Everything from the first line of the material to the line containing "Trace all roads", inclusive, must be given again exactly; no pictures, and nothing past that line.
Start of Input for this task
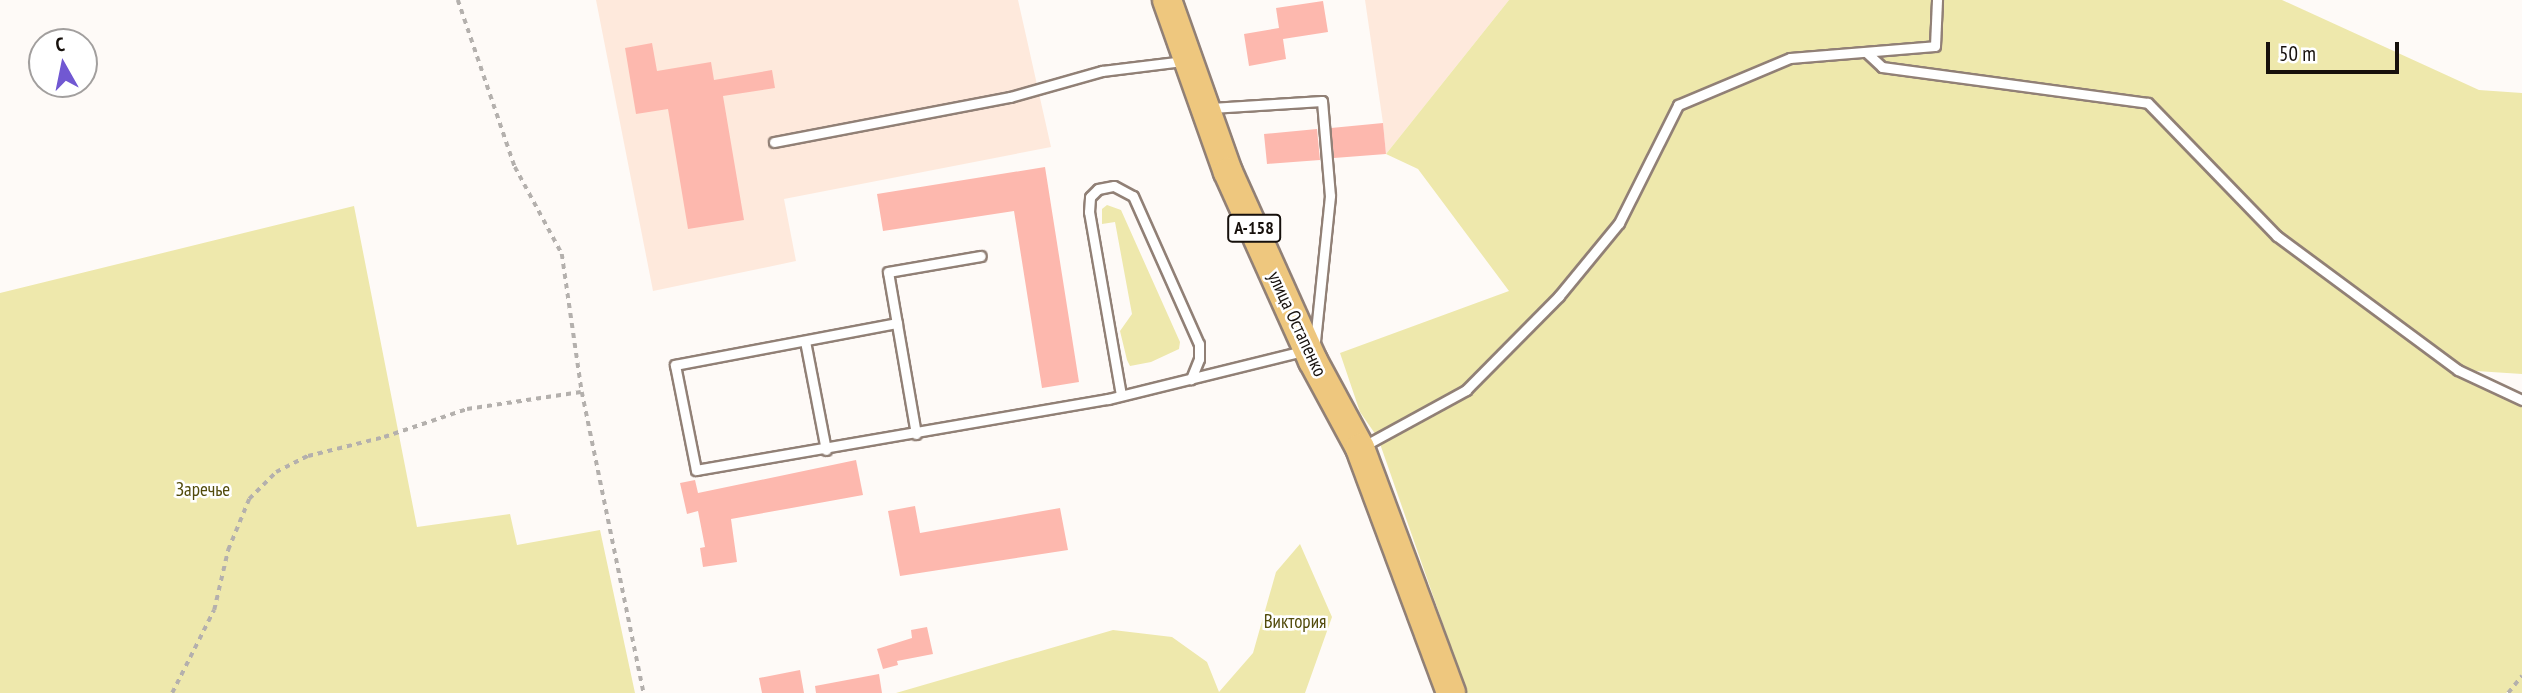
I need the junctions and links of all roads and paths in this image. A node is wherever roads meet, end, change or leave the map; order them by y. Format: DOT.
graph roads {
  1 [pos="458,0"];
  2 [pos="1167,0"];
  3 [pos="1937,0"];
  4 [pos="1866,52"];
  5 [pos="1186,61"];
  6 [pos="1204,108"];
  7 [pos="774,142"];
  8 [pos="981,256"];
  9 [pos="897,323"];
  10 [pos="806,341"];
  11 [pos="1311,356"];
  12 [pos="1191,379"];
  13 [pos="582,392"];
  14 [pos="1121,395"];
  15 [pos="2522,400"];
  16 [pos="916,433"];
  17 [pos="1360,448"];
  18 [pos="826,450"];
  19 [pos="2522,676"];
  20 [pos="172,693"];
  21 [pos="644,693"];
  22 [pos="1451,693"];
  23 [pos="2508,693"];
  1 -- 13 [label="path"];
  2 -- 5 [label="main road, улица Остапенко / А-158"];
  3 -- 4 [label="lane"];
  4 -- 15 [label="lane"];
  4 -- 17 [label="lane"];
  5 -- 6 [label="main road, улица Остапенко / А-158"];
  5 -- 7 [label="lane"];
  6 -- 11 [label="main road, улица Остапенко / А-158"];
  6 -- 11 [label="lane"];
  8 -- 9 [label="lane"];
  9 -- 10 [label="lane"];
  9 -- 16 [label="lane"];
  10 -- 18 [label="lane"];
  10 -- 18 [label="lane"];
  11 -- 12 [label="lane"];
  11 -- 17 [label="main road, улица Остапенко / А-158"];
  12 -- 14 [label="lane"];
  12 -- 14 [label="lane"];
  13 -- 20 [label="path"];
  13 -- 21 [label="path"];
  14 -- 16 [label="lane"];
  16 -- 18 [label="lane"];
  17 -- 22 [label="main road, А-158"];
  19 -- 23 [label="path"];
}
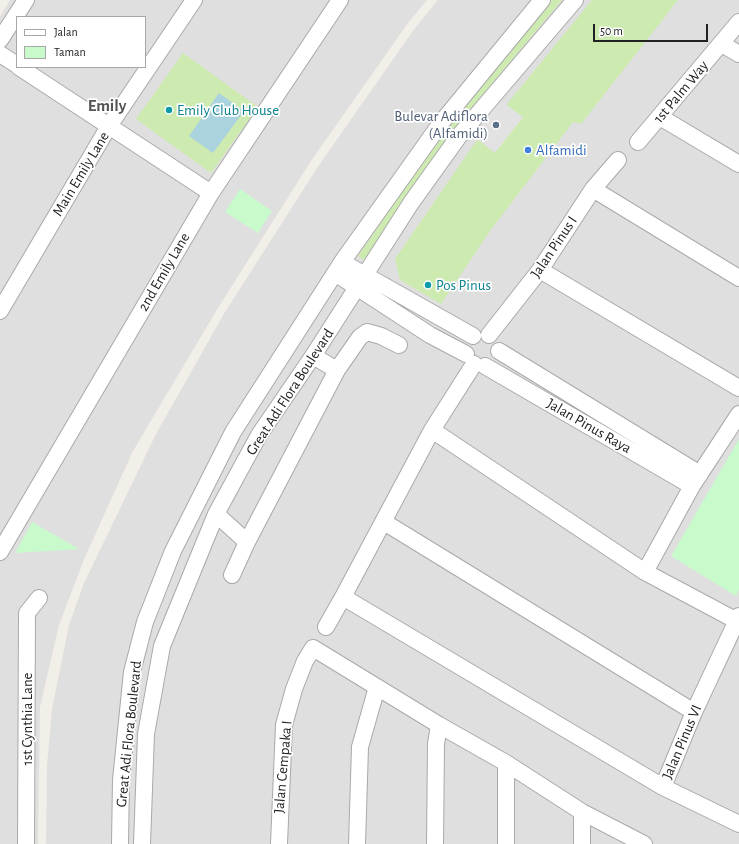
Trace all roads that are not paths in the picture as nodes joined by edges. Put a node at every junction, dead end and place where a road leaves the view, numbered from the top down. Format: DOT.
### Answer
graph roads {
  1 [pos="26,0"];
  2 [pos="194,0"];
  3 [pos="340,0"];
  4 [pos="542,0"];
  5 [pos="575,0"];
  6 [pos="739,22"];
  7 [pos="0,40"];
  8 [pos="722,44"];
  9 [pos="0,54"];
  10 [pos="739,54"];
  11 [pos="16,65"];
  12 [pos="21,68"];
  13 [pos="660,117"];
  14 [pos="109,126"];
  15 [pos="638,142"];
  16 [pos="618,160"];
  17 [pos="739,164"];
  18 [pos="593,189"];
  19 [pos="211,193"];
  20 [pos="339,267"];
  21 [pos="540,270"];
  22 [pos="739,278"];
  23 [pos="361,280"];
  24 [pos="0,311"];
  25 [pos="481,336"];
  26 [pos="399,345"];
  27 [pos="498,351"];
  28 [pos="313,356"];
  29 [pos="475,361"];
  30 [pos="337,370"];
  31 [pos="739,388"];
  32 [pos="739,414"];
  33 [pos="432,430"];
  34 [pos="696,480"];
  35 [pos="216,514"];
  36 [pos="384,522"];
  37 [pos="247,542"];
  38 [pos="0,552"];
  39 [pos="646,572"];
  40 [pos="232,575"];
  41 [pos="343,597"];
  42 [pos="40,598"];
  43 [pos="738,619"];
  44 [pos="326,627"];
  45 [pos="377,687"];
  46 [pos="694,712"];
  47 [pos="439,725"];
  48 [pos="506,763"];
  49 [pos="121,780"];
  50 [pos="144,780"];
  51 [pos="663,787"];
  52 [pos="582,812"];
  53 [pos="739,824"];
  54 [pos="26,844"];
  55 [pos="120,844"];
  56 [pos="142,844"];
  57 [pos="279,844"];
  58 [pos="357,844"];
  59 [pos="435,844"];
  60 [pos="506,844"];
  61 [pos="582,844"];
  62 [pos="644,844"];
  1 -- 7 [label="street"];
  2 -- 14 [label="street, Main Emily Lane"];
  3 -- 19 [label="street, 2nd Emily Lane"];
  4 -- 20 [label="street, Great Adi Flora Boulevard"];
  5 -- 23 [label="street, Great Adi Flora Boulevard"];
  6 -- 8 [label="street, 1st Palm Way"];
  8 -- 10 [label="street"];
  8 -- 13 [label="street, 1st Palm Way"];
  9 -- 11 [label="street"];
  12 -- 14 [label="street"];
  13 -- 15 [label="street, 1st Palm Way"];
  13 -- 17 [label="street"];
  14 -- 19 [label="street"];
  14 -- 24 [label="street, Main Emily Lane"];
  16 -- 18 [label="street, Jalan Pinus I"];
  18 -- 21 [label="street, Jalan Pinus I"];
  18 -- 22 [label="street"];
  19 -- 38 [label="street, 2nd Emily Lane"];
  20 -- 23 [label="street, Jalan Pinus Raya"];
  20 -- 49 [label="street, Great Adi Flora Boulevard"];
  21 -- 25 [label="street, Jalan Pinus I"];
  21 -- 31 [label="street"];
  23 -- 25 [label="street, Jalan Pinus Raya"];
  23 -- 28 [label="street, Great Adi Flora Boulevard"];
  23 -- 29 [label="street, Jalan Pinus Raya"];
  25 -- 27 [label="street"];
  25 -- 29 [label="street"];
  26 -- 30 [label="street"];
  27 -- 29 [label="street"];
  27 -- 34 [label="street, Jalan Pinus Raya"];
  28 -- 30 [label="street"];
  28 -- 35 [label="street, Great Adi Flora Boulevard"];
  29 -- 33 [label="street"];
  29 -- 34 [label="street, Jalan Pinus Raya"];
  30 -- 37 [label="street"];
  32 -- 34 [label="street"];
  33 -- 36 [label="street"];
  33 -- 39 [label="street"];
  34 -- 39 [label="street"];
  35 -- 37 [label="street"];
  35 -- 50 [label="street, Great Adi Flora Boulevard"];
  36 -- 41 [label="street"];
  36 -- 46 [label="street"];
  37 -- 40 [label="street"];
  39 -- 43 [label="street"];
  41 -- 44 [label="street"];
  41 -- 51 [label="street"];
  42 -- 54 [label="street, 1st Cynthia Lane"];
  43 -- 46 [label="street, Jalan Pinus VI"];
  45 -- 47 [label="street"];
  45 -- 57 [label="street, Jalan Cempaka I"];
  45 -- 58 [label="street"];
  46 -- 51 [label="street, Jalan Pinus VI"];
  47 -- 48 [label="street"];
  47 -- 59 [label="street"];
  48 -- 52 [label="street"];
  48 -- 60 [label="street"];
  49 -- 50 [label="street"];
  49 -- 55 [label="street, Great Adi Flora Boulevard"];
  50 -- 56 [label="street, Great Adi Flora Boulevard"];
  51 -- 53 [label="street, Jalan Pinus VI"];
  52 -- 61 [label="street"];
  52 -- 62 [label="street"];
}
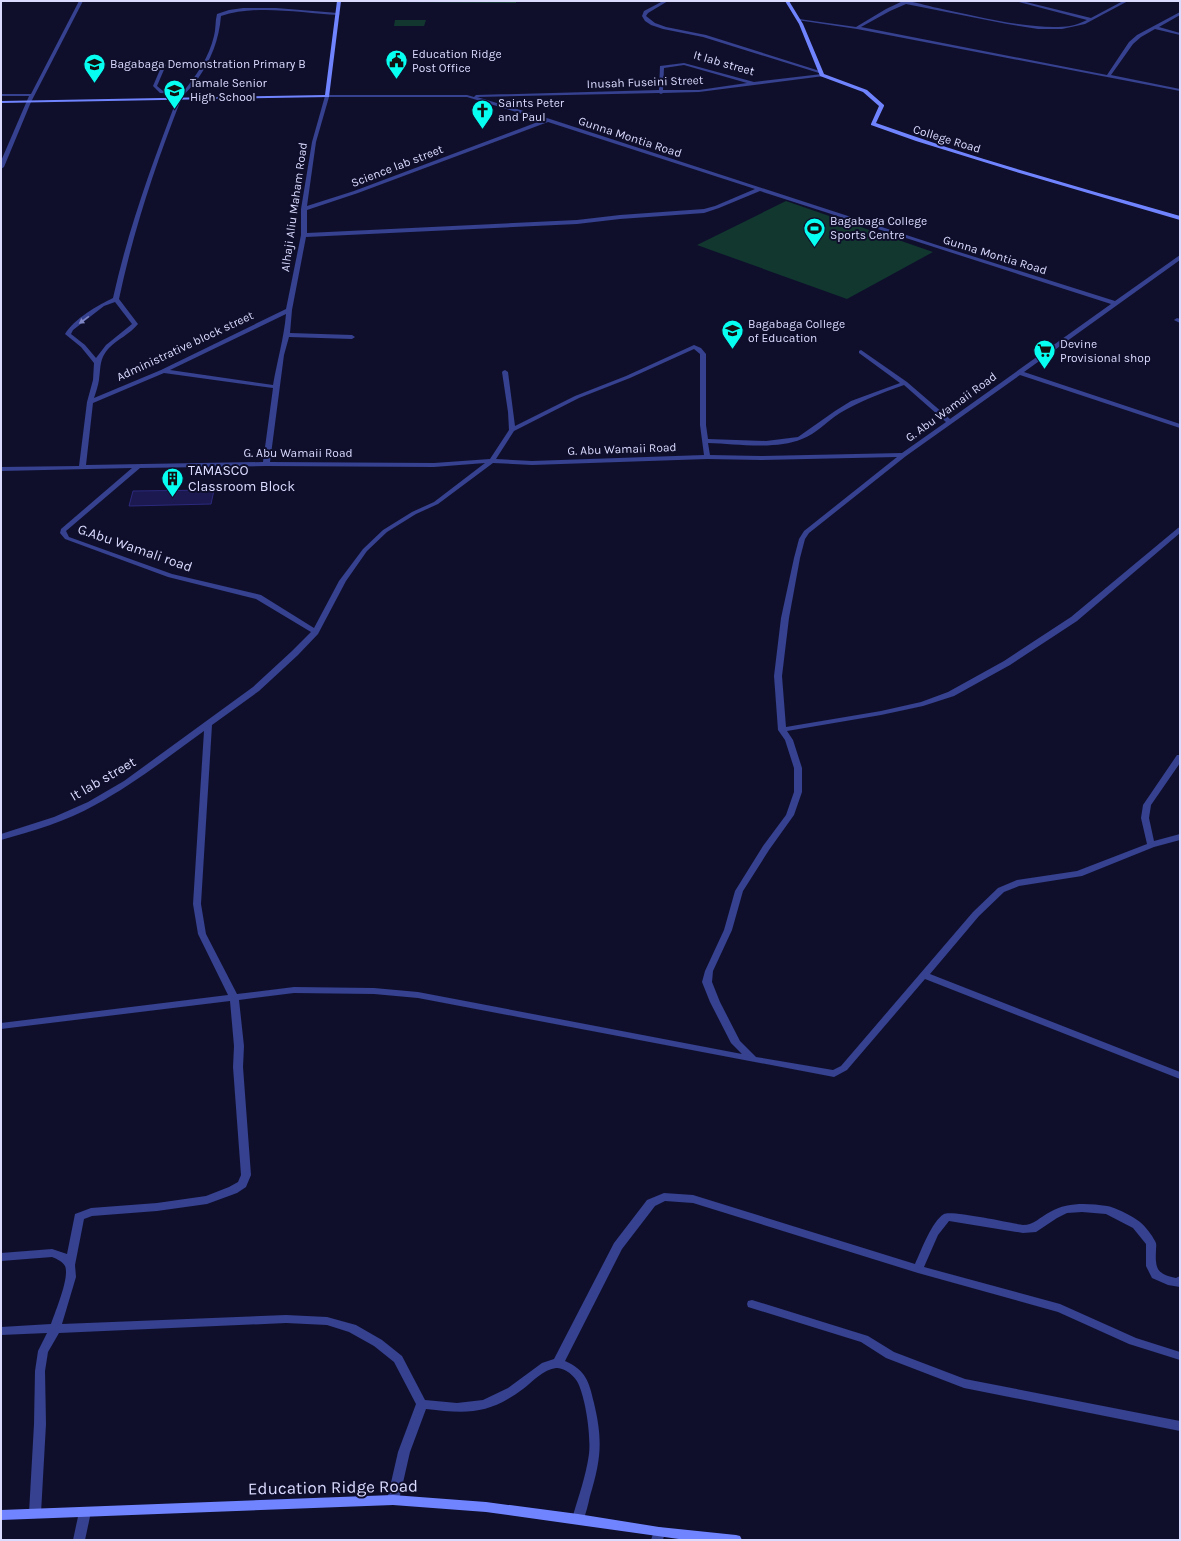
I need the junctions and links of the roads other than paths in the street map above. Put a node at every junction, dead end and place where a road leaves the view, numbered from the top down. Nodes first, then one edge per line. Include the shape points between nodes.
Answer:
1 (81, 1) edge
2 (339, 1) edge
3 (666, 1) edge
4 (787, 1) edge
5 (1017, 1) edge
6 (1126, 1) edge
7 (906, 2) edge
8 (1180, 13) edge
9 (338, 14) junction
10 (799, 20) junction
11 (1090, 20) junction
12 (857, 28) junction
13 (1154, 28) junction
14 (1180, 34) edge
15 (164, 64) dead end
16 (821, 73) junction
17 (1108, 76) junction
18 (757, 84) junction
19 (1180, 90) edge
20 (184, 93) junction
21 (661, 93) junction
22 (1, 95) edge
23 (32, 95) junction
24 (327, 96) junction
25 (467, 96) junction
26 (179, 99) junction
27 (1, 102) edge
28 (29, 102) junction
29 (548, 120) junction
30 (1, 167) edge
31 (759, 189) junction
32 (304, 209) junction
33 (1180, 218) edge
34 (304, 235) junction
35 (1180, 257) edge
36 (116, 299) junction
37 (1115, 303) junction
38 (288, 310) junction
39 (287, 335) junction
40 (352, 337) dead end
41 (861, 352) dead end
42 (97, 363) junction
43 (163, 370) junction
44 (505, 372) dead end
45 (1018, 372) junction
46 (905, 383) junction
47 (276, 387) junction
48 (90, 402) junction
49 (950, 422) junction
50 (1180, 426) edge
51 (512, 430) junction
52 (705, 441) junction
53 (904, 455) junction
54 (707, 457) junction
55 (492, 462) junction
56 (266, 464) junction
57 (139, 466) junction
58 (82, 468) junction
59 (1, 469) edge
60 (1180, 529) edge
61 (315, 632) junction
62 (208, 724) junction
63 (782, 730) junction
64 (1180, 757) edge
65 (1, 837) edge
66 (1180, 837) edge
67 (1151, 845) junction
68 (924, 975) junction
69 (234, 997) junction
70 (1, 1026) edge
71 (753, 1059) junction
72 (1180, 1076) edge
73 (1, 1257) edge
74 (70, 1265) junction
75 (918, 1269) junction
76 (1180, 1280) edge
77 (752, 1304) dead end
78 (55, 1330) junction
79 (1, 1331) edge
80 (1180, 1356) edge
81 (558, 1363) junction
82 (422, 1404) junction
83 (1180, 1426) edge
84 (393, 1500) junction
85 (85, 1512) junction
86 (35, 1513) junction
87 (1, 1515) edge
88 (578, 1519) junction
89 (658, 1536) edge
90 (79, 1540) edge
91 (736, 1540) edge

1 - 23 street
2 - 9 street, Alhaji Aliu Maham Road
3 - 16 street via 646,12 644,16 647,20 665,28 704,36
4 - 10 street
5 - 11 street
6 - 11 street
7 - 11 street via 958,15 1026,25 1071,27
7 - 12 street
8 - 13 street
9 - 20 street via 257,10 220,14 216,38 208,58 190,88
9 - 24 street, Alhaji Aliu Maham Road
10 - 12 street
10 - 16 street
12 - 17 street
13 - 14 street
13 - 17 street via 1131,43
15 - 20 street via 155,86 162,92
16 - 18 street, Inusah Fuseini Street
16 - 33 street, College Road via 865,90 882,106 873,124 885,129
17 - 19 street
18 - 21 street, Inusah Fuseini Street via 705,91
18 - 21 street, It lab street via 684,64 674,64 662,67
20 - 26 street
21 - 25 street, Inusah Fuseini Street
22 - 23 street
23 - 28 street
24 - 25 street, Gunna Montia Road
24 - 26 street, Gunna Montia Road
24 - 32 street, Alhaji Aliu Maham Road via 314,142
25 - 29 street, Gunna Montia Road
26 - 28 street, Gunna Montia Road
26 - 36 street via 141,205 121,270
27 - 28 street, Gunna Montia Road
28 - 30 street
29 - 31 street, Gunna Montia Road
29 - 32 street, Science lab street
31 - 34 street via 717,207 685,213 570,223
31 - 37 street, Gunna Montia Road
32 - 34 street, Alhaji Aliu Maham Road
34 - 38 street, Alhaji Aliu Maham Road
35 - 37 street, G. Abu Wamaii Road
36 - 42 street via 135,324 108,346
36 -> 42 street via 102,305 68,334 83,346
37 - 45 street, G. Abu Wamaii Road
38 - 39 street, Alhaji Aliu Maham Road
38 - 43 street, Administrative block street
39 - 40 street
39 - 47 street, Alhaji Aliu Maham Road
41 - 46 street
42 - 48 street via 96,380
43 - 47 street
43 - 48 street, Administrative block street
44 - 51 street
45 - 49 street, G. Abu Wamaii Road
45 - 50 street
46 - 49 street
46 - 52 street via 860,399 822,421 801,437 762,442
47 - 56 street, Alhaji Aliu Maham Road
48 - 58 street
49 - 53 street, G. Abu Wamaii Road
51 - 52 street via 577,397 694,347 703,354
51 - 55 street
52 - 54 street
53 - 54 street, G. Abu Wamaii Road
53 - 63 street via 833,509 806,532 802,539 786,618 778,676
54 - 55 street, G. Abu Wamaii Road
55 - 56 street, G. Abu Wamaii Road via 434,465
55 - 61 street, It lab street via 436,503 385,531 365,550 343,581
56 - 57 street, G. Abu Wamaii Road
57 - 58 street, G. Abu Wamaii Road
57 - 61 street, G.Abu Wamali road via 63,530 63,534 67,538 170,576 258,597
58 - 59 street, G. Abu Wamaii Road
60 - 63 street via 1074,619 1007,663 951,694 923,704 881,713
61 - 62 street, It lab street via 256,689
62 - 65 street, It lab street via 127,783 91,804 57,819
62 - 69 street via 197,904 202,934
63 - 71 street via 789,740 798,768 798,792 790,815 739,891 728,930 709,971 707,982 736,1043
64 - 67 street via 1148,805 1145,818
66 - 67 street
67 - 68 street via 1079,874 1017,883 1001,890 976,914
68 - 71 street via 844,1068 834,1074
68 - 72 street
69 - 70 street
69 - 71 street via 294,990 374,991 418,995
69 - 74 street via 246,1175 242,1184 234,1190 207,1200 91,1212 79,1217
73 - 74 street via 52,1253 62,1256
74 - 78 street via 71,1277
75 - 76 street via 934,1233 947,1217 1032,1229 1066,1209 1082,1208 1108,1210 1137,1225 1151,1243 1150,1265 1153,1273 1162,1280 1178,1283
75 - 80 street via 1060,1308 1133,1341
75 - 81 street via 693,1199 664,1197 651,1203 618,1246
77 - 83 street via 864,1339 890,1355 964,1383
78 - 79 street
78 - 82 street via 286,1319 327,1321 352,1328 378,1343 398,1359
78 - 86 street via 43,1351 40,1371 40,1431
81 - 82 street via 546,1366 512,1391 485,1405 457,1408
81 - 88 street via 572,1368 581,1377 594,1427 594,1459
82 - 84 street via 404,1452
84 - 85 street, Education Ridge Road
84 - 88 street, Education Ridge Road via 486,1507
85 - 86 street, Education Ridge Road
85 - 90 street
86 - 87 street, Education Ridge Road
88 - 89 street, Education Ridge Road
89 - 91 street, Education Ridge Road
End of Input for this task
Response below =>
I need the junctions and links of all roads and paths in this image. A node is wherever roads meet, end, change or leave the map; order them by y. Format: DOT.
graph roads {
  1 [pos="458,0"];
  2 [pos="1167,0"];
  3 [pos="1937,0"];
  4 [pos="1866,52"];
  5 [pos="1186,61"];
  6 [pos="1204,108"];
  7 [pos="774,142"];
  8 [pos="981,256"];
  9 [pos="897,323"];
  10 [pos="806,341"];
  11 [pos="1311,356"];
  12 [pos="1191,379"];
  13 [pos="582,392"];
  14 [pos="1121,395"];
  15 [pos="2522,400"];
  16 [pos="916,433"];
  17 [pos="1360,448"];
  18 [pos="826,450"];
  19 [pos="2522,676"];
  20 [pos="172,693"];
  21 [pos="644,693"];
  22 [pos="1451,693"];
  23 [pos="2508,693"];
  1 -- 13 [label="path"];
  2 -- 5 [label="main road, улица Остапенко / А-158"];
  3 -- 4 [label="lane"];
  4 -- 15 [label="lane"];
  4 -- 17 [label="lane"];
  5 -- 6 [label="main road, улица Остапенко / А-158"];
  5 -- 7 [label="lane"];
  6 -- 11 [label="main road, улица Остапенко / А-158"];
  6 -- 11 [label="lane"];
  8 -- 9 [label="lane"];
  9 -- 10 [label="lane"];
  9 -- 16 [label="lane"];
  10 -- 18 [label="lane"];
  10 -- 18 [label="lane"];
  11 -- 12 [label="lane"];
  11 -- 17 [label="main road, улица Остапенко / А-158"];
  12 -- 14 [label="lane"];
  12 -- 14 [label="lane"];
  13 -- 20 [label="path"];
  13 -- 21 [label="path"];
  14 -- 16 [label="lane"];
  16 -- 18 [label="lane"];
  17 -- 22 [label="main road, А-158"];
  19 -- 23 [label="path"];
}
Trace all roads that are not paths in the picture as nodes joined by edges. Put a node at every junction, dead end and place where a road leaves the view, numbered from the top down. Format: DOT.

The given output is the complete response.